Sinatra was good, but I witnessed this in an English nightclub:
Male 'player' : "How do you like your eggs in the morning ?"
Female: "Not fertilized - Piss Off!"
I didn't know it until just now but arcane Sinatra stories is exactly why I'm a Steyn Club member. Thanks for making my day brighter, Mark.
Since the 1956 DNC convention was televised, I wonder if there is footage of Frank acting like Frank. I have searched around so far but have not been able to locate anything. Anybody seen it?

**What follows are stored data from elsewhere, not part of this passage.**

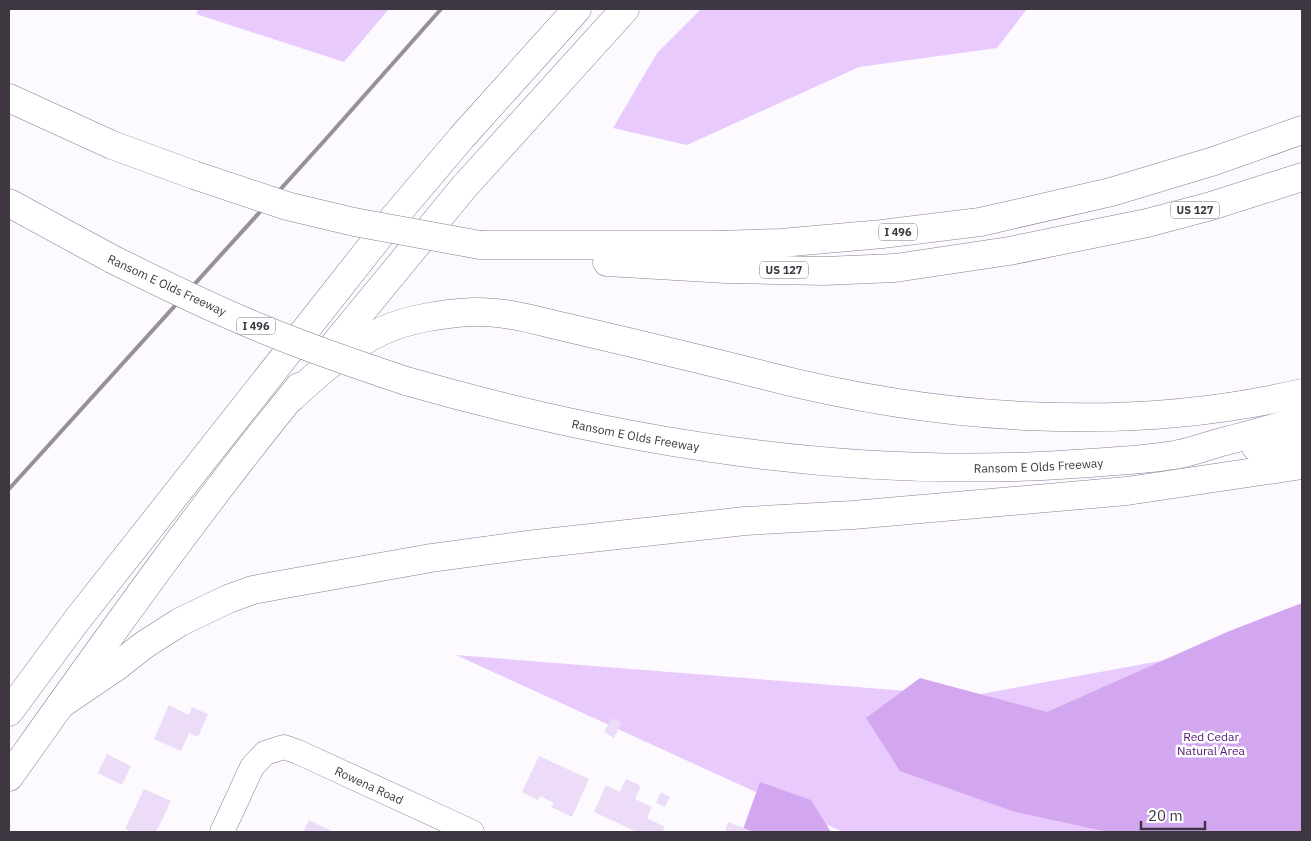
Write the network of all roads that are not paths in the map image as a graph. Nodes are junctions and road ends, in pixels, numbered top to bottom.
1 (577, 9) edge
2 (624, 9) edge
3 (9, 98) edge
4 (1302, 130) edge
5 (1302, 176) edge
6 (9, 203) edge
7 (480, 245) junction
8 (1302, 393) edge
9 (289, 400) junction
10 (1302, 420) edge
11 (1302, 442) edge
12 (1175, 455) junction
13 (1302, 465) edge
14 (77, 620) junction
15 (105, 641) junction
16 (60, 705) junction
17 (9, 712) edge
18 (9, 777) edge
19 (222, 832) edge
20 (472, 832) edge

1 - 14 highway
2 - 9 highway
3 - 7 highway, I 496, bridge
4 - 7 highway, I 496
5 - 7 highway, US 127
6 - 12 highway, Ransom E Olds Freeway / I 496, bridge
8 - 9 highway
9 - 15 highway
10 - 12 highway, Ransom E Olds Freeway / I 496
11 - 12 highway
13 - 16 highway
14 - 15 highway
14 - 17 highway
15 - 16 highway
16 - 18 highway
19 - 20 street, Rowena Road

Could not find any video online. Rayburn was the chair of the 1956 convention, where LBJ suffered an humiliating defeat to Adlai Stevenson in his bid to be the Democratic candidate. According to an article in the Desert Sun, a newspaper in Palm Springs, May 8, 1957, Rayburn asked Sinatra to sing: The Yellow Rose of Texas, at the convention, and Sinatra rebuked him saying: take the hand off the suit, creep. The incident was reported in Look magazine. Sinatra sued Look magazine for over two million dollars for libel. No idea what the court ultimately ruled in the law suit. But if Sinatra was supporting Adlai Stevenson, being asked to sing a Texas song might well have caused him to flip out, or maybe Sinatra was not into folk songs. As a Canadian, I really shouldn't venture into American history, so please forgive me if I am just stating the obvious. But I can say, if Justin Trudeau had been there he surely would have obliged Rayburn, and sung it with black face and all.
One thing I hope readers of Steyn and watchers of Tucker understand, is if the Republicans do not keep all the Senators and even win the house, we are going to have an IMPEACHMENT in February.
Marginal Senators like Snowe and others need to be voted in, not because we love them but because we cannot do without them.
Soros and crew have been working hard on the Senate and House races to turn the entire Congress.
Olympia Snowe is gone. You're thinking of Susan Collins but I get your point.
You are correct it is Collins I am thinking of, silly me.
The Politicians Second Rule of Holes guarantees another year of MSC membership.
"Hands off the threads, creep." That's the line all girls should have for dates they don't like. The Sinatra story is a riot. I wished I'd heard it long ago.
Leftist politicians seem to struggle to relate to working class Americans and other ordinary people. Didn't hilary clinton once say to an aide that they needed to get some normal people in the 'crowd' around her so she could demonstrate how she relates to them? Leftists would be comically pathetic if they weren't so perfidiously destructive.
"Leftists would be comically pathetic if they weren't so perfidiously destructive."
That totally falls under the category of things I wish I would have said.
Thanks! :)
Hey, how about some content warning before showing pictures of Gropey McSuckface on TV? I haven't that many lip-locks since Joey Chestnut's last defense of his hot dog eating title. Eewwww!!!!
I second the motion.
"Gropey McSuckface?" Love it.
I can see it now:
So Gropey McSuckface McHarris McBean
Put together a very peculiar machine
And he traveled all over the Kingdom of Woke
With Trusty Teleprompter through which he spoke
"Hope aboard, man!" he cringed croaked and sighed
with his Nifty Hair-Snifter right there at his side
And so in went all the loudmouths who lived then in Woke
And when they came out they were silent when Gropey did grope.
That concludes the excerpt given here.